=== Begin Enclosure ===

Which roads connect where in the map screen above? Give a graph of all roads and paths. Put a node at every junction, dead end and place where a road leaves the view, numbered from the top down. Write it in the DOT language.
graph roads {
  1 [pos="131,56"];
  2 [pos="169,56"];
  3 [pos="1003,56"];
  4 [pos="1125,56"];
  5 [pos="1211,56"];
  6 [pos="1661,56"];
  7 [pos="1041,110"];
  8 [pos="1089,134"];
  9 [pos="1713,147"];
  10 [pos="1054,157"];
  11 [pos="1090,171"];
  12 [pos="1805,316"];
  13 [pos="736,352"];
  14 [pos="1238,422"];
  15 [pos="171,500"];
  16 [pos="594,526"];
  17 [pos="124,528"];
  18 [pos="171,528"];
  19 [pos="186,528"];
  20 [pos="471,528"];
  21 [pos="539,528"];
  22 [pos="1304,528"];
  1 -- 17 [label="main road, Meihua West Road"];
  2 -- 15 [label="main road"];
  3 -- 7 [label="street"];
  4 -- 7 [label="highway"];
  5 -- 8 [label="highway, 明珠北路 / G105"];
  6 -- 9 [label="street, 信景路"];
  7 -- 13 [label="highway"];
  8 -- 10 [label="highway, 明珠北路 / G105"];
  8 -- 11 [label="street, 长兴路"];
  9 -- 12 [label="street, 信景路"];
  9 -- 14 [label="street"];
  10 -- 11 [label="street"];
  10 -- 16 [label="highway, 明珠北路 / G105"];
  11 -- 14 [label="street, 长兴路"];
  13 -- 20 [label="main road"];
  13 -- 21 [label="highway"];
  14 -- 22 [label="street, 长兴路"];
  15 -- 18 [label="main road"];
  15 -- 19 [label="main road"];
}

=== End Enclosure ===

Repeat the entries above exactly, leaving nothing out.

### SOLUTION TO THE PROBLEM
Which roads connect where in the map screen above? Give a graph of all roads and paths. Put a node at every junction, dead end and place where a road leaves the view, numbered from the top down. Write it in the DOT language.
graph roads {
  1 [pos="131,56"];
  2 [pos="169,56"];
  3 [pos="1003,56"];
  4 [pos="1125,56"];
  5 [pos="1211,56"];
  6 [pos="1661,56"];
  7 [pos="1041,110"];
  8 [pos="1089,134"];
  9 [pos="1713,147"];
  10 [pos="1054,157"];
  11 [pos="1090,171"];
  12 [pos="1805,316"];
  13 [pos="736,352"];
  14 [pos="1238,422"];
  15 [pos="171,500"];
  16 [pos="594,526"];
  17 [pos="124,528"];
  18 [pos="171,528"];
  19 [pos="186,528"];
  20 [pos="471,528"];
  21 [pos="539,528"];
  22 [pos="1304,528"];
  1 -- 17 [label="main road, Meihua West Road"];
  2 -- 15 [label="main road"];
  3 -- 7 [label="street"];
  4 -- 7 [label="highway"];
  5 -- 8 [label="highway, 明珠北路 / G105"];
  6 -- 9 [label="street, 信景路"];
  7 -- 13 [label="highway"];
  8 -- 10 [label="highway, 明珠北路 / G105"];
  8 -- 11 [label="street, 长兴路"];
  9 -- 12 [label="street, 信景路"];
  9 -- 14 [label="street"];
  10 -- 11 [label="street"];
  10 -- 16 [label="highway, 明珠北路 / G105"];
  11 -- 14 [label="street, 长兴路"];
  13 -- 20 [label="main road"];
  13 -- 21 [label="highway"];
  14 -- 22 [label="street, 长兴路"];
  15 -- 18 [label="main road"];
  15 -- 19 [label="main road"];
}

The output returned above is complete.